*** Opening of Available data ***

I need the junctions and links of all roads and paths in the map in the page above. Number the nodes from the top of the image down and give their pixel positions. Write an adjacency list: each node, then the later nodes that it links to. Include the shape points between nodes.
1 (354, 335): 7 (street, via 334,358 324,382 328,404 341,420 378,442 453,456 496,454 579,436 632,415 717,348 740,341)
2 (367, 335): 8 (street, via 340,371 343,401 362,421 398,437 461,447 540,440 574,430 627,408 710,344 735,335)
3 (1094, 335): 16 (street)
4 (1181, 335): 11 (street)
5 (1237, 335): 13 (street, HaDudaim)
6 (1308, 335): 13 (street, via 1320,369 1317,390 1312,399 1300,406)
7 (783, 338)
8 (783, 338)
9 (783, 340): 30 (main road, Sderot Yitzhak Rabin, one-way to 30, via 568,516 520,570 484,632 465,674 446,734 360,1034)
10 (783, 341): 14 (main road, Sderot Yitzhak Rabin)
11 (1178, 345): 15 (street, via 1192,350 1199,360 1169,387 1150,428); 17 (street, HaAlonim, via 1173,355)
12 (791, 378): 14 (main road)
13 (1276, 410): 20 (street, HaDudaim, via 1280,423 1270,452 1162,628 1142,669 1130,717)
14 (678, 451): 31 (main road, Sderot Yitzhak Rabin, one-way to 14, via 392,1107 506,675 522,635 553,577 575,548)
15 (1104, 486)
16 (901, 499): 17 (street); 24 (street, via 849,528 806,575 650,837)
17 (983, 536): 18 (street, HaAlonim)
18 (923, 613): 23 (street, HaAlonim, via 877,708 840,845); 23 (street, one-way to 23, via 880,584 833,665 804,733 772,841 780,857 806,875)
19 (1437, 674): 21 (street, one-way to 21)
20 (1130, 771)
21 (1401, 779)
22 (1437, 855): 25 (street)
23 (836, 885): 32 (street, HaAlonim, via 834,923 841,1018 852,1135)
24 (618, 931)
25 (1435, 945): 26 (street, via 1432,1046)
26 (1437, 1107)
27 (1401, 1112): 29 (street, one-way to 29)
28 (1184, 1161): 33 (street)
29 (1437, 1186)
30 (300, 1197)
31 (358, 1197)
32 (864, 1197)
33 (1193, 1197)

*** Close of Available data ***

## What you have to do
Copy every record above out again, word for word.

## Task response
I need the junctions and links of all roads and paths in the map in the page above. Number the nodes from the top of the image down and give their pixel positions. Write an adjacency list: each node, then the later nodes that it links to. Include the shape points between nodes.
1 (354, 335): 7 (street, via 334,358 324,382 328,404 341,420 378,442 453,456 496,454 579,436 632,415 717,348 740,341)
2 (367, 335): 8 (street, via 340,371 343,401 362,421 398,437 461,447 540,440 574,430 627,408 710,344 735,335)
3 (1094, 335): 16 (street)
4 (1181, 335): 11 (street)
5 (1237, 335): 13 (street, HaDudaim)
6 (1308, 335): 13 (street, via 1320,369 1317,390 1312,399 1300,406)
7 (783, 338)
8 (783, 338)
9 (783, 340): 30 (main road, Sderot Yitzhak Rabin, one-way to 30, via 568,516 520,570 484,632 465,674 446,734 360,1034)
10 (783, 341): 14 (main road, Sderot Yitzhak Rabin)
11 (1178, 345): 15 (street, via 1192,350 1199,360 1169,387 1150,428); 17 (street, HaAlonim, via 1173,355)
12 (791, 378): 14 (main road)
13 (1276, 410): 20 (street, HaDudaim, via 1280,423 1270,452 1162,628 1142,669 1130,717)
14 (678, 451): 31 (main road, Sderot Yitzhak Rabin, one-way to 14, via 392,1107 506,675 522,635 553,577 575,548)
15 (1104, 486)
16 (901, 499): 17 (street); 24 (street, via 849,528 806,575 650,837)
17 (983, 536): 18 (street, HaAlonim)
18 (923, 613): 23 (street, HaAlonim, via 877,708 840,845); 23 (street, one-way to 23, via 880,584 833,665 804,733 772,841 780,857 806,875)
19 (1437, 674): 21 (street, one-way to 21)
20 (1130, 771)
21 (1401, 779)
22 (1437, 855): 25 (street)
23 (836, 885): 32 (street, HaAlonim, via 834,923 841,1018 852,1135)
24 (618, 931)
25 (1435, 945): 26 (street, via 1432,1046)
26 (1437, 1107)
27 (1401, 1112): 29 (street, one-way to 29)
28 (1184, 1161): 33 (street)
29 (1437, 1186)
30 (300, 1197)
31 (358, 1197)
32 (864, 1197)
33 (1193, 1197)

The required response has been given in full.